All aforesaid activities are intended to prepare the city for demographic and climate challenges, and include local government professionalisation campaigns.

The project’s environmental module primarily comprises the aforesaid ECO-School, designing innovative ecological training courses for young people and teaching staff, drafting a Municipal Low Emission Programme and Municipal Climate Change Adaptation Plan, and the purchase of an anti-smog drone to monitor urban air quality. Design documentation will also be drafted for purposes of developing green gardens on the grounds of municipal educational facilities.

Ecology ties in closely with housing policy. The project comprises works to draft documentation for two ecological residential buildings and a model housing estate to be developed on an old hospital site. A new housing strategy until the year 2030 is to be drawn up as well.

Ecological courses apart, educational efforts will include “My Own Business” workshops targeting young people, the drafting and implementation of a “Competencies of the Future” pilot programme for young attendants, and a series of training courses for non-governmental organisations.

Institutional Development

“Local Development” Programme-sourced financial assistance will allow the municipality to professionalise the local government, i.a. organise language and other training courses for municipal staff. Different facilitation measures for the blind and persons with visual impairments will be developed at the Municipal Authority, including proper equipment and accessories, such as Braille signage. Accessibility standards will be drafted.

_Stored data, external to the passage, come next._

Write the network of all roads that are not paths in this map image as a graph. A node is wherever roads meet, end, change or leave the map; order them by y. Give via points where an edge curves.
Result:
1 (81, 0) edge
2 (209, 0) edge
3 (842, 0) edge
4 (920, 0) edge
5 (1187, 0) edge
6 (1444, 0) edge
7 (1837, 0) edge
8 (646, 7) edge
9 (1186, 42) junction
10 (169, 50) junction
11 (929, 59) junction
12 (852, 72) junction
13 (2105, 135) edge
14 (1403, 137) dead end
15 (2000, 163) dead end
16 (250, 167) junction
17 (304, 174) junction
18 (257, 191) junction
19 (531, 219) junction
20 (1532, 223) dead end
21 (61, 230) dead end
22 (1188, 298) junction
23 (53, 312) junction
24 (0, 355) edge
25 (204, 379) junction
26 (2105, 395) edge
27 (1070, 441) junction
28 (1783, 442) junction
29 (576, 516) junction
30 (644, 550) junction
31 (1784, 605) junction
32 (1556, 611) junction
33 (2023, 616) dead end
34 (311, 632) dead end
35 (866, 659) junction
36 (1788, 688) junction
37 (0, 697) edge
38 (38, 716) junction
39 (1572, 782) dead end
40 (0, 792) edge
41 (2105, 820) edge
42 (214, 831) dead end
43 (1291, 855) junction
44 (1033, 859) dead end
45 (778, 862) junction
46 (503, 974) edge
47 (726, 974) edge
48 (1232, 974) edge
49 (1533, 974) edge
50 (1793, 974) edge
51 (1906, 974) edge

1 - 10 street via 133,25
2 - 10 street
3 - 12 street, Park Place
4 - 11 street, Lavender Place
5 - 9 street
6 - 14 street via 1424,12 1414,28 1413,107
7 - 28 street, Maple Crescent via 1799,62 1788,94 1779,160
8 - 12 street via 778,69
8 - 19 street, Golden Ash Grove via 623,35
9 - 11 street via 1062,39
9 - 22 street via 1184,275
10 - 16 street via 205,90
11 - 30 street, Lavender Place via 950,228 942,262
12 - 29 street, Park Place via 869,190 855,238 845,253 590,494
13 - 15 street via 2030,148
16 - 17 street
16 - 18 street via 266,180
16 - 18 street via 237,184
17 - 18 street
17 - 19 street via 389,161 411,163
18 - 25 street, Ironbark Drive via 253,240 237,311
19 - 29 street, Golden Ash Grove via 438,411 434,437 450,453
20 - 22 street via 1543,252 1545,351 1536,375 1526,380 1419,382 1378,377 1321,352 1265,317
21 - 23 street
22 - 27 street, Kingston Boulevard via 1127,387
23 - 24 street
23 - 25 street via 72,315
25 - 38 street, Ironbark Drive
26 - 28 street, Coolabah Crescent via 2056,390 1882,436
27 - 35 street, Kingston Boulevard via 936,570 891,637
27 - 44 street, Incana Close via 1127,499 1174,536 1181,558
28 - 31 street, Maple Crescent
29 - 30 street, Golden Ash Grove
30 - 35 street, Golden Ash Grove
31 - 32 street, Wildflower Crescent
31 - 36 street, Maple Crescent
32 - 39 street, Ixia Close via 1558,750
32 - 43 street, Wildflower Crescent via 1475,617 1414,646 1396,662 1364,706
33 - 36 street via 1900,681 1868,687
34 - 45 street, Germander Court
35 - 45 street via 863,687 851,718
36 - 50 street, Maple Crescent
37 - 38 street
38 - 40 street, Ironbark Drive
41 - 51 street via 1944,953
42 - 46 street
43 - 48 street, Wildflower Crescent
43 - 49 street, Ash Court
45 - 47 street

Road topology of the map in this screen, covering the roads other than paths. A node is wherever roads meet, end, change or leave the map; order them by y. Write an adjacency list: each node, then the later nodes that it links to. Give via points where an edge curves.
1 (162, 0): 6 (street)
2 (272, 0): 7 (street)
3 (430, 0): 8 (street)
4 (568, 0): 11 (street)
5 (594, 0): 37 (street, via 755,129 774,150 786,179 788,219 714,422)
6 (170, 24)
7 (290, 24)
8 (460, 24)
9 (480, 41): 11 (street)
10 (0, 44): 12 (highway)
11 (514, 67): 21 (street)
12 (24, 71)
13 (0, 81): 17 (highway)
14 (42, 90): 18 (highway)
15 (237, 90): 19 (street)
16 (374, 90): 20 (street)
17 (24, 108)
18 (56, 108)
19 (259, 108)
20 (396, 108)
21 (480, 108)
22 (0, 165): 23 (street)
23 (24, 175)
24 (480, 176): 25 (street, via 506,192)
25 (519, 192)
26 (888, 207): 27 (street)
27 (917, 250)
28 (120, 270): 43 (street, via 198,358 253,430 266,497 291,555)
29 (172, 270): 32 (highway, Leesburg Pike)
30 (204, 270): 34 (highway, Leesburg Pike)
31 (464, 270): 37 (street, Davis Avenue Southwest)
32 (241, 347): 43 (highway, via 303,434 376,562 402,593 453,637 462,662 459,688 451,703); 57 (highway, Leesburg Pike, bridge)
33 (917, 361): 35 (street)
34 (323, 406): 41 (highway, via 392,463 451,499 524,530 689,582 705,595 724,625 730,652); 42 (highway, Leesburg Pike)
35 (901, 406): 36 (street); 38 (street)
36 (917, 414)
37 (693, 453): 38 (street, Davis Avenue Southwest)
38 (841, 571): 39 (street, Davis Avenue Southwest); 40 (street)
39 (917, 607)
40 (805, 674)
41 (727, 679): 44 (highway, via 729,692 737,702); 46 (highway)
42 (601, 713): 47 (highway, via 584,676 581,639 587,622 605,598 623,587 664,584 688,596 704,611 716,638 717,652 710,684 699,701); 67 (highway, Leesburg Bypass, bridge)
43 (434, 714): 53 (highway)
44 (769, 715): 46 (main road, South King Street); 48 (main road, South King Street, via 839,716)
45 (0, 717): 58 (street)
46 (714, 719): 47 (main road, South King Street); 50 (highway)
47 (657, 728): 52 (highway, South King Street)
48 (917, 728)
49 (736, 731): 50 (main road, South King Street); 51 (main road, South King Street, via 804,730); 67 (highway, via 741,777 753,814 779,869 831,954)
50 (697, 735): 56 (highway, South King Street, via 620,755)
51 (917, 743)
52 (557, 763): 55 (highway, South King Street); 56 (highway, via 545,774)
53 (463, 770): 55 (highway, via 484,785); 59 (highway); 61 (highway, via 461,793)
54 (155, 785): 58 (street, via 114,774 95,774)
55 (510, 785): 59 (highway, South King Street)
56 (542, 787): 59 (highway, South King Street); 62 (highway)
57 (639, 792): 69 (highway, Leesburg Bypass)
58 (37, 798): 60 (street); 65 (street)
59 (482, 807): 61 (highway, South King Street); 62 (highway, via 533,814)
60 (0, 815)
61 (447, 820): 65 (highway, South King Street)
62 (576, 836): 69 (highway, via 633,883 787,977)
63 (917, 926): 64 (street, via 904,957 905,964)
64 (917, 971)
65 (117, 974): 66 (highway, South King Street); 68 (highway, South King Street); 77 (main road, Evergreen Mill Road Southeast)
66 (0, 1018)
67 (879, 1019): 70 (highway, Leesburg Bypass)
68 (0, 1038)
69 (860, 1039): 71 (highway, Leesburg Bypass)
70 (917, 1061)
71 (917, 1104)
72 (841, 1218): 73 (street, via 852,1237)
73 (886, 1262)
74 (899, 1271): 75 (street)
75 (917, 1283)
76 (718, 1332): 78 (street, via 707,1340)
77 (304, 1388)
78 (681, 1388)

A completely new website will be designed for the municipality, accounting for all state-of-the-art standards. Two new portals – one for the municipality’s ecological programmes, the other for non-governmental organisations – will be set up, including a new offer and application generator. A new visual identification brand will be developed for the municipality, including folders promoting the town and local businesses. Professional equipment will be purchased for purposes of handling image policies and communicating with local residents.

Norwegian or Icelandic partners have been found for 16 of the 29 municipalities. The first bilateral agreement has ­already been signed by Ostrowiec Świętokrzyski and Sogndal, Norway. Others will be signed on 2 June, in Rydułtowy (with Øvre Eiker, Norway), Łomża (with Nordland, Norway), Zawiercie (with Møre Og Romsdal, Norway) and Starachowice (with Bergen, Norway). The remaining 13 cities and towns without Scandinavian partners will offered other forms of working with Norwegian municipalities.

Early examples of bilateral Polish-Norwegian-Icelandic partnership cases were presented at the conference: Starachowice / Bergen, Jelenia Góra / Akureyri, Iceland, and Rydułtowy / Øvre Eiker.

The conference agenda for day two included workshops with a focus on 5 areas of collaboration (institutional development, social participation, climate change, young people’s entrepreneurship and silver economy).